I have as great of connections to private land as I could have ever dreamed as a child. Having one of those locations threatened because a friend of mine decided to be greedy would piss me off to no end and no matter what else, I would express that to them. Best of luck on however you choose to move forward.
 
Initially, reading the OG post I felt a sense of betrayal on the author’s part. If I show a buddy even a public hunting/fishing spot and I catch him going w/o me he isn’t no friend of mine no more. After reading the post again I wonder if the scouter knew the whole no hunting situation or not?
 
Initially, reading the OG post I felt a sense of betrayal on the author’s part. If I show a buddy even a public hunting/fishing spot and I catch him going w/o me he isn’t no friend of mine no more. After reading the post again I wonder if the scouter knew the whole no hunting situation or not?

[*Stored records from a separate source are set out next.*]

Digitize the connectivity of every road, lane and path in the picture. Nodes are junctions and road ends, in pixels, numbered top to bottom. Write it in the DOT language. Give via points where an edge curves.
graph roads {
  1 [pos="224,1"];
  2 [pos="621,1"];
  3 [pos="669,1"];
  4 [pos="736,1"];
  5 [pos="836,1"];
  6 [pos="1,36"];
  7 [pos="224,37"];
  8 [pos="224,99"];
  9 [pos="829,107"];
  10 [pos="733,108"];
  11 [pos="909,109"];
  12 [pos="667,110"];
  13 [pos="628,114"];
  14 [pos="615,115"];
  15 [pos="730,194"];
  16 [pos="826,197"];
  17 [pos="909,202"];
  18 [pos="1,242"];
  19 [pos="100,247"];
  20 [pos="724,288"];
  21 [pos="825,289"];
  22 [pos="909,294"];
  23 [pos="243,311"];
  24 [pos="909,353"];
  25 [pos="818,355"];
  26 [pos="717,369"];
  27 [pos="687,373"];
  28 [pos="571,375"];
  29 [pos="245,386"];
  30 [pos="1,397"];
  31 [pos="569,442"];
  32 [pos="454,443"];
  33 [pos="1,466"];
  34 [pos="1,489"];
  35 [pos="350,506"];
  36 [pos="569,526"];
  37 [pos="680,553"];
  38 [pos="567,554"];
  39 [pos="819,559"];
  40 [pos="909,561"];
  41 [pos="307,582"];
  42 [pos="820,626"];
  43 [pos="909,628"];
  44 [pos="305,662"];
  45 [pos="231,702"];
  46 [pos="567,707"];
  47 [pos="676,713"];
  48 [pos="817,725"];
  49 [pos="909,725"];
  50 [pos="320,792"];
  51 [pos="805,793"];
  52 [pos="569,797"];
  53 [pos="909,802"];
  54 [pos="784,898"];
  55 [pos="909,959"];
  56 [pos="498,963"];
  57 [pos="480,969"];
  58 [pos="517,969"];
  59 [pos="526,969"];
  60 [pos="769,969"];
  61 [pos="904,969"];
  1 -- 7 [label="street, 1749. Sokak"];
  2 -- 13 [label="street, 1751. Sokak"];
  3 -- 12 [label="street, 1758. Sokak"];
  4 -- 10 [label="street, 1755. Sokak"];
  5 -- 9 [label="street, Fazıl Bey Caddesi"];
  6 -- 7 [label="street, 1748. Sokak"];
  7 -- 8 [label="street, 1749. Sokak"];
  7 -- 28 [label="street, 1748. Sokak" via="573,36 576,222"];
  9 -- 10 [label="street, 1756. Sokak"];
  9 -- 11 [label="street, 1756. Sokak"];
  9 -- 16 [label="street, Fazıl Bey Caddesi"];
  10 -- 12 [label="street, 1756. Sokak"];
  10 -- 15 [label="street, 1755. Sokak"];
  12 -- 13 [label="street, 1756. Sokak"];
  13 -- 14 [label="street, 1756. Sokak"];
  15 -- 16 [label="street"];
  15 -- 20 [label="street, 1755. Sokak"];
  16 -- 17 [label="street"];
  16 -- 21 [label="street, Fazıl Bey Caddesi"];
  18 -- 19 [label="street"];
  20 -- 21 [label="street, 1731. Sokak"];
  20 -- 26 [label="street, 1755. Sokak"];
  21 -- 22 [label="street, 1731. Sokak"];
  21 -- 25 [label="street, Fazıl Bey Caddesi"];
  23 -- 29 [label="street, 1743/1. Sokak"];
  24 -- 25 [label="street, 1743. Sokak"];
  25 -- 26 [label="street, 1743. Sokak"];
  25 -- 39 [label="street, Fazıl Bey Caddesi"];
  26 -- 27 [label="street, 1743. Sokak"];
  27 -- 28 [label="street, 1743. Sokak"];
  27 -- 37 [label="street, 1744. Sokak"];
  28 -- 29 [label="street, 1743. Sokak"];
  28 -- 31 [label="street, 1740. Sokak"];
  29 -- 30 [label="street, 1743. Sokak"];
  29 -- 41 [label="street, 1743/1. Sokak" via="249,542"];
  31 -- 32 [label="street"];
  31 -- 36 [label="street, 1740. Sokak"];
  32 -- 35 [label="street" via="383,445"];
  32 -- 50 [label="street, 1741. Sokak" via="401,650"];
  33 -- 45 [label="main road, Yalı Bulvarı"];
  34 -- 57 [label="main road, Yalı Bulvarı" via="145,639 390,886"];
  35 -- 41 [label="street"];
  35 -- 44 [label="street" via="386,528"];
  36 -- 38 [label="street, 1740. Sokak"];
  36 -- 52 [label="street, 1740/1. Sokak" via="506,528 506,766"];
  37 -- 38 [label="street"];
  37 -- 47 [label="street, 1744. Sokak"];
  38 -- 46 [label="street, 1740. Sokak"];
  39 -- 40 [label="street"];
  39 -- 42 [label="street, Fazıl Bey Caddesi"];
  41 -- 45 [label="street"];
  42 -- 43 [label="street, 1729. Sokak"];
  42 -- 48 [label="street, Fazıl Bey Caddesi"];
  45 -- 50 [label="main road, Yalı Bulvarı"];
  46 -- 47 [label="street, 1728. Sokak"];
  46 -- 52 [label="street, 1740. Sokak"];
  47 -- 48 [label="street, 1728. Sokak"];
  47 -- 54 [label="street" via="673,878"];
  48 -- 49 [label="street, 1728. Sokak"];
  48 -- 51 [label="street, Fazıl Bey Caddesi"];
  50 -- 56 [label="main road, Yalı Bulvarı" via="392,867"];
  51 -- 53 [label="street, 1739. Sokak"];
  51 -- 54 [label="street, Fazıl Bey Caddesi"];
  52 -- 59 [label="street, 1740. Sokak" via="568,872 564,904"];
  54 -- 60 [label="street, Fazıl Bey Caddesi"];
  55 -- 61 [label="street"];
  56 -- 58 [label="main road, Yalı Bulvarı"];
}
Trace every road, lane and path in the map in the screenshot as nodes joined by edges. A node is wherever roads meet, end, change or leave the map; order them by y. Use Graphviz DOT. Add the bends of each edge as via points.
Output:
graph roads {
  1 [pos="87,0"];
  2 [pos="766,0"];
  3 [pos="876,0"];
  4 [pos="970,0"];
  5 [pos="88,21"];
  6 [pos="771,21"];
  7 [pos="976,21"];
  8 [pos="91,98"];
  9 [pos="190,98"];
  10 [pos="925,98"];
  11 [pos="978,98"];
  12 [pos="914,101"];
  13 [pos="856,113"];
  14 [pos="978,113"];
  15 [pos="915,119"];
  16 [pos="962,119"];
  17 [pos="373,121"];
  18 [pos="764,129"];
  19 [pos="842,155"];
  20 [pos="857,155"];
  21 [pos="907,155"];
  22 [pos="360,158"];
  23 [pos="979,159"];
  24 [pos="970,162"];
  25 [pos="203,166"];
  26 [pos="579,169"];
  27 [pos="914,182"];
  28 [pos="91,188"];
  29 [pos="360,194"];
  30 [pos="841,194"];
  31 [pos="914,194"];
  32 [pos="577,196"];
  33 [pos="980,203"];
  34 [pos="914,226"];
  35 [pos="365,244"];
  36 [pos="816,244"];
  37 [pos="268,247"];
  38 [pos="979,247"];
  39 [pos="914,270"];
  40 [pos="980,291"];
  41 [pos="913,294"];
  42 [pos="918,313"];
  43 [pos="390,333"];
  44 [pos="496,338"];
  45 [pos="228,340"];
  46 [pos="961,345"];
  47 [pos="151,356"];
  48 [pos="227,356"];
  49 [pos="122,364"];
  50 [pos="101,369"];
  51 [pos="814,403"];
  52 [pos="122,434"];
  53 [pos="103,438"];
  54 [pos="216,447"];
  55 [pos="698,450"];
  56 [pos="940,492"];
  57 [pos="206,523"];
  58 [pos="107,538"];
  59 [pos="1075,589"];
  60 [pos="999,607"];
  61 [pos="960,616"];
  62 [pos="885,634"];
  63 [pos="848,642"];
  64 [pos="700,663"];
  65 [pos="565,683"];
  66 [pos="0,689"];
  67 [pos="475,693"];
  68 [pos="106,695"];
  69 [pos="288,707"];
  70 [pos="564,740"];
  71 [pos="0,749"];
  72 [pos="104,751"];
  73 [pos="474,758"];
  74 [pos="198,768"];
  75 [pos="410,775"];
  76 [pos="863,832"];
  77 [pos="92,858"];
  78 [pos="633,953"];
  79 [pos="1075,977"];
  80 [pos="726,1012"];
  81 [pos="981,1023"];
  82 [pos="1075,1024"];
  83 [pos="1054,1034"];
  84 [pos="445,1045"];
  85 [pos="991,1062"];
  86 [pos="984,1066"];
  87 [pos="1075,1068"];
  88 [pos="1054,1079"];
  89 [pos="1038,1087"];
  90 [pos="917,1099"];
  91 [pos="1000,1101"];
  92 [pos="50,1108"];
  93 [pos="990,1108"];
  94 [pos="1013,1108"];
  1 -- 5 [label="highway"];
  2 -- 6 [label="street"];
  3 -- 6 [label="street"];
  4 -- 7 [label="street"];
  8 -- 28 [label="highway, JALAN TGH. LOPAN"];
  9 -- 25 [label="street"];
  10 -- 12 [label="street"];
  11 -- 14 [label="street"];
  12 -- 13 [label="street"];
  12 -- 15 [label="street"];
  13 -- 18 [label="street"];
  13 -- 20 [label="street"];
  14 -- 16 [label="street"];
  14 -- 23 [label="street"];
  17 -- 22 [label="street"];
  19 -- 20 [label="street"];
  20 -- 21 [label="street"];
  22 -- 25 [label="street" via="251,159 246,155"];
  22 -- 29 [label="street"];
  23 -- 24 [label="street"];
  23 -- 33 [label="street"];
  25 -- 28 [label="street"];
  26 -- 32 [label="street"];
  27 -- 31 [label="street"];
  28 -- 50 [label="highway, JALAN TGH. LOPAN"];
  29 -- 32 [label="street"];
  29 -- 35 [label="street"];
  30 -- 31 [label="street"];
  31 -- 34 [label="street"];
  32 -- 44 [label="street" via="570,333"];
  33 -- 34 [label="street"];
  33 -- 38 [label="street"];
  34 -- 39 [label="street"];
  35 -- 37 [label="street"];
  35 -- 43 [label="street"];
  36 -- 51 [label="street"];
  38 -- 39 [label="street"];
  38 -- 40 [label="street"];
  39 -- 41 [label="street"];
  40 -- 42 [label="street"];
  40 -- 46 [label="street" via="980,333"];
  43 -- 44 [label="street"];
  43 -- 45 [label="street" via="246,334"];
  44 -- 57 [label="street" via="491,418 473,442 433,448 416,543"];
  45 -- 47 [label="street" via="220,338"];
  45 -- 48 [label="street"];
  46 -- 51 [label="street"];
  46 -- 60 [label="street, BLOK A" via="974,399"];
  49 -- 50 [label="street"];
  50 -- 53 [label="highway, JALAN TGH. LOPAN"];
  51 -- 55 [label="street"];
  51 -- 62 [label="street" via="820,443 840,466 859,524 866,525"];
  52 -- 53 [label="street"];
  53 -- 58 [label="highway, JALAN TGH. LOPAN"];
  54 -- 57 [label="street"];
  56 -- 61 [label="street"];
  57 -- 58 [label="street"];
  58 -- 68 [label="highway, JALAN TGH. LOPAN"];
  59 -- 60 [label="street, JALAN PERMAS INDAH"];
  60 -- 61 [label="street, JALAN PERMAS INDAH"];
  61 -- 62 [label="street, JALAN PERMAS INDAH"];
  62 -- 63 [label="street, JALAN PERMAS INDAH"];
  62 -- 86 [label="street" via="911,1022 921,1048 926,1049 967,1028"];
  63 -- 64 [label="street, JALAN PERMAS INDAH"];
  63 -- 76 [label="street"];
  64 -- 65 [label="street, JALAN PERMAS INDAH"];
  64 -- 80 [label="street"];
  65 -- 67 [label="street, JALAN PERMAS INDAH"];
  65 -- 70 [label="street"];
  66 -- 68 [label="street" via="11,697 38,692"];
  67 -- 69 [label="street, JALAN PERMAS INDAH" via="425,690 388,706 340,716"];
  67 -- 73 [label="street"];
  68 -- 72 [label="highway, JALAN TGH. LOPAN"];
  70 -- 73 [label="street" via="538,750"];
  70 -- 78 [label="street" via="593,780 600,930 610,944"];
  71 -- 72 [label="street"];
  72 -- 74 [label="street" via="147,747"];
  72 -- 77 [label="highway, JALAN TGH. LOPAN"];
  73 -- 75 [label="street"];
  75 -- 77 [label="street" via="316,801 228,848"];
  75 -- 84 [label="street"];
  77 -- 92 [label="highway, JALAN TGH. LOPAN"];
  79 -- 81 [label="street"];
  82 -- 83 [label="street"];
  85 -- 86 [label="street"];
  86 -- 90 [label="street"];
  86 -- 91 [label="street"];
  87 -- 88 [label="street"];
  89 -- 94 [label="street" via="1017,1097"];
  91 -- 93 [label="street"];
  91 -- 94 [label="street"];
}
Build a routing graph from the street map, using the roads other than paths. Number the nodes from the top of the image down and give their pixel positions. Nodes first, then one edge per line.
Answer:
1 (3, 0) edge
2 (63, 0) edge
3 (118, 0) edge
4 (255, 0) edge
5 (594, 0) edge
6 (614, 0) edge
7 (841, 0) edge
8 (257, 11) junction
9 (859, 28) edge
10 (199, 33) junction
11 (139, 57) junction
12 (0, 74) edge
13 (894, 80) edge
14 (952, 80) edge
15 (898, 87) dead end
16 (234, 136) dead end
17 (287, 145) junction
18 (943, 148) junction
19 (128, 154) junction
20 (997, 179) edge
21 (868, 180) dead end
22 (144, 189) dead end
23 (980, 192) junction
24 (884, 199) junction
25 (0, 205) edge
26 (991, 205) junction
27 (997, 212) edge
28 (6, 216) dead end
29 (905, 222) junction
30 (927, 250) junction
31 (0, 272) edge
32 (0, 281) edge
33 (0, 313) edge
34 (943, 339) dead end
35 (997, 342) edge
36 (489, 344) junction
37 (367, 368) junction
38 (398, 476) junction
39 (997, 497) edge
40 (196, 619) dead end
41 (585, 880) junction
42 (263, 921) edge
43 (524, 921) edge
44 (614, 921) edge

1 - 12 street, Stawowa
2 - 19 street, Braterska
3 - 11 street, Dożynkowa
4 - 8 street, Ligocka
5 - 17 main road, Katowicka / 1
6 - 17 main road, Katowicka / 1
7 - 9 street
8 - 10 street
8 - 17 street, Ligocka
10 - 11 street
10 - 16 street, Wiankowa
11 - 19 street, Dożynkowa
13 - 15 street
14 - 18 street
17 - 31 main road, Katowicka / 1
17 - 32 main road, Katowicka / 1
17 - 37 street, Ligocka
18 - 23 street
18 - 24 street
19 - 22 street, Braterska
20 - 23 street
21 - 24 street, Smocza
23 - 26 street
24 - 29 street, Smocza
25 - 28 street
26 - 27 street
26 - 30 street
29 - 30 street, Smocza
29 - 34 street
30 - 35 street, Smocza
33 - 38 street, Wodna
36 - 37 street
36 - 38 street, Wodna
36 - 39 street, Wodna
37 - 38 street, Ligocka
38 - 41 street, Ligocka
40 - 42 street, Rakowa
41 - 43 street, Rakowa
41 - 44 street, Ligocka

Yes he knows the rules. Landowner only allows other hunters if they are with me and he knew that and he knew I did not allow pheasant hunting
 
There is some good advise given here. Initially I was shocked that the guy admitted it and thought you wouldn't find out! Over the years I have gotten into a few situations where I didn't feel right hunting a particular spot never feels good and I usually just walk away from the land. It is no fun telling about shooting a limit of roosters on some land that you weren't supposed to hunt. I would probably at a minimum limit my conversations with this guy. Time has a way of calming my temper.